**THE DATA:**
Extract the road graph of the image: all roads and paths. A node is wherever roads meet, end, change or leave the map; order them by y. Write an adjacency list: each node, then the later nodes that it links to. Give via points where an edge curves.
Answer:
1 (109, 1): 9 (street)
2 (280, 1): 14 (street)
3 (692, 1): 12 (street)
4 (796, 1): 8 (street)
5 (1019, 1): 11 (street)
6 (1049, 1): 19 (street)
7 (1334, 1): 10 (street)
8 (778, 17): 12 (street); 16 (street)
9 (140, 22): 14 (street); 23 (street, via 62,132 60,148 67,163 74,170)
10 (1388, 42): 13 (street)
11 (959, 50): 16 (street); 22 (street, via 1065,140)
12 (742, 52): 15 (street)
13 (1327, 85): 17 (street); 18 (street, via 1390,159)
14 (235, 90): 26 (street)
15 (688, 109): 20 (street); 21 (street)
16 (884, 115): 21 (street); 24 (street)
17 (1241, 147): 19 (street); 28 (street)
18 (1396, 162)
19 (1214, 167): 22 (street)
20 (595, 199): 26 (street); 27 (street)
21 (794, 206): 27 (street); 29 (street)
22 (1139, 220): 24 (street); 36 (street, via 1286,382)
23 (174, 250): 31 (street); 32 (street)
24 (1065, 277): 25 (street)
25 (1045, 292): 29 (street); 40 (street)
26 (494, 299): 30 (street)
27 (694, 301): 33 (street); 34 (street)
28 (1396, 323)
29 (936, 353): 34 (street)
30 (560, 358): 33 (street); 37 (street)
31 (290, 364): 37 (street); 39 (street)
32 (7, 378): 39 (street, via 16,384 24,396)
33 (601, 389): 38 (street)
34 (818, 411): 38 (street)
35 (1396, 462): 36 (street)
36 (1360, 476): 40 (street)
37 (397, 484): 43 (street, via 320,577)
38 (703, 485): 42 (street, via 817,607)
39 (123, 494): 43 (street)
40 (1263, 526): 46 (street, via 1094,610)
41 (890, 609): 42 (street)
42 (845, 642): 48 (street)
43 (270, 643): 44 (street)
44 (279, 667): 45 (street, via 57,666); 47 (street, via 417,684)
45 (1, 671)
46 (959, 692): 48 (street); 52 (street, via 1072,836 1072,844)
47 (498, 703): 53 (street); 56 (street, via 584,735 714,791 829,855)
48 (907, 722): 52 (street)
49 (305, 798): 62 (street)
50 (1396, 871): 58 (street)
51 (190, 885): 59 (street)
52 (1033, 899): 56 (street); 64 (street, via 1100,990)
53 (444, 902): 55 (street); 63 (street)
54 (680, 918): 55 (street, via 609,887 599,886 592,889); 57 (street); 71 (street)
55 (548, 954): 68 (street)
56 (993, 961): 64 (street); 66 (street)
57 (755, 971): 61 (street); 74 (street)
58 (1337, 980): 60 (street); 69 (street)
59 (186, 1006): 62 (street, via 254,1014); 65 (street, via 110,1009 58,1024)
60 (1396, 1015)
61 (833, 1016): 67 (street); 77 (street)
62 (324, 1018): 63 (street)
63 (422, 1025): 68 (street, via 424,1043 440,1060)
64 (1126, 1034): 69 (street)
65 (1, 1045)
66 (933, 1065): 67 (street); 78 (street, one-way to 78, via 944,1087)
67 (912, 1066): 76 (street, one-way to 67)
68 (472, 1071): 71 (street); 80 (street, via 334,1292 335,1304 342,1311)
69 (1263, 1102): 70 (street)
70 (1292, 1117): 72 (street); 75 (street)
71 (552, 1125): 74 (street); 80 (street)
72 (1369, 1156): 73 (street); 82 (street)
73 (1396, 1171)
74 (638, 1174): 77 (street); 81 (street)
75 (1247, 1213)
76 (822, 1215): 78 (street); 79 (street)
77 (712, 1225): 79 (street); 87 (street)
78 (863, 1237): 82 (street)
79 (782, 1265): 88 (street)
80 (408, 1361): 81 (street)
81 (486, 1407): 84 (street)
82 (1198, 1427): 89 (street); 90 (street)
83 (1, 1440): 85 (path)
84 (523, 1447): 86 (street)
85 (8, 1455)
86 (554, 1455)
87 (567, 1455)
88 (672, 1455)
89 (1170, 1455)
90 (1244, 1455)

**WHAT TO PRODUCE:** What you return must match the records above exactly.

**ANSWER SECTION:**
Extract the road graph of the image: all roads and paths. A node is wherever roads meet, end, change or leave the map; order them by y. Write an adjacency list: each node, then the later nodes that it links to. Give via points where an edge curves.
Answer:
1 (109, 1): 9 (street)
2 (280, 1): 14 (street)
3 (692, 1): 12 (street)
4 (796, 1): 8 (street)
5 (1019, 1): 11 (street)
6 (1049, 1): 19 (street)
7 (1334, 1): 10 (street)
8 (778, 17): 12 (street); 16 (street)
9 (140, 22): 14 (street); 23 (street, via 62,132 60,148 67,163 74,170)
10 (1388, 42): 13 (street)
11 (959, 50): 16 (street); 22 (street, via 1065,140)
12 (742, 52): 15 (street)
13 (1327, 85): 17 (street); 18 (street, via 1390,159)
14 (235, 90): 26 (street)
15 (688, 109): 20 (street); 21 (street)
16 (884, 115): 21 (street); 24 (street)
17 (1241, 147): 19 (street); 28 (street)
18 (1396, 162)
19 (1214, 167): 22 (street)
20 (595, 199): 26 (street); 27 (street)
21 (794, 206): 27 (street); 29 (street)
22 (1139, 220): 24 (street); 36 (street, via 1286,382)
23 (174, 250): 31 (street); 32 (street)
24 (1065, 277): 25 (street)
25 (1045, 292): 29 (street); 40 (street)
26 (494, 299): 30 (street)
27 (694, 301): 33 (street); 34 (street)
28 (1396, 323)
29 (936, 353): 34 (street)
30 (560, 358): 33 (street); 37 (street)
31 (290, 364): 37 (street); 39 (street)
32 (7, 378): 39 (street, via 16,384 24,396)
33 (601, 389): 38 (street)
34 (818, 411): 38 (street)
35 (1396, 462): 36 (street)
36 (1360, 476): 40 (street)
37 (397, 484): 43 (street, via 320,577)
38 (703, 485): 42 (street, via 817,607)
39 (123, 494): 43 (street)
40 (1263, 526): 46 (street, via 1094,610)
41 (890, 609): 42 (street)
42 (845, 642): 48 (street)
43 (270, 643): 44 (street)
44 (279, 667): 45 (street, via 57,666); 47 (street, via 417,684)
45 (1, 671)
46 (959, 692): 48 (street); 52 (street, via 1072,836 1072,844)
47 (498, 703): 53 (street); 56 (street, via 584,735 714,791 829,855)
48 (907, 722): 52 (street)
49 (305, 798): 62 (street)
50 (1396, 871): 58 (street)
51 (190, 885): 59 (street)
52 (1033, 899): 56 (street); 64 (street, via 1100,990)
53 (444, 902): 55 (street); 63 (street)
54 (680, 918): 55 (street, via 609,887 599,886 592,889); 57 (street); 71 (street)
55 (548, 954): 68 (street)
56 (993, 961): 64 (street); 66 (street)
57 (755, 971): 61 (street); 74 (street)
58 (1337, 980): 60 (street); 69 (street)
59 (186, 1006): 62 (street, via 254,1014); 65 (street, via 110,1009 58,1024)
60 (1396, 1015)
61 (833, 1016): 67 (street); 77 (street)
62 (324, 1018): 63 (street)
63 (422, 1025): 68 (street, via 424,1043 440,1060)
64 (1126, 1034): 69 (street)
65 (1, 1045)
66 (933, 1065): 67 (street); 78 (street, one-way to 78, via 944,1087)
67 (912, 1066): 76 (street, one-way to 67)
68 (472, 1071): 71 (street); 80 (street, via 334,1292 335,1304 342,1311)
69 (1263, 1102): 70 (street)
70 (1292, 1117): 72 (street); 75 (street)
71 (552, 1125): 74 (street); 80 (street)
72 (1369, 1156): 73 (street); 82 (street)
73 (1396, 1171)
74 (638, 1174): 77 (street); 81 (street)
75 (1247, 1213)
76 (822, 1215): 78 (street); 79 (street)
77 (712, 1225): 79 (street); 87 (street)
78 (863, 1237): 82 (street)
79 (782, 1265): 88 (street)
80 (408, 1361): 81 (street)
81 (486, 1407): 84 (street)
82 (1198, 1427): 89 (street); 90 (street)
83 (1, 1440): 85 (path)
84 (523, 1447): 86 (street)
85 (8, 1455)
86 (554, 1455)
87 (567, 1455)
88 (672, 1455)
89 (1170, 1455)
90 (1244, 1455)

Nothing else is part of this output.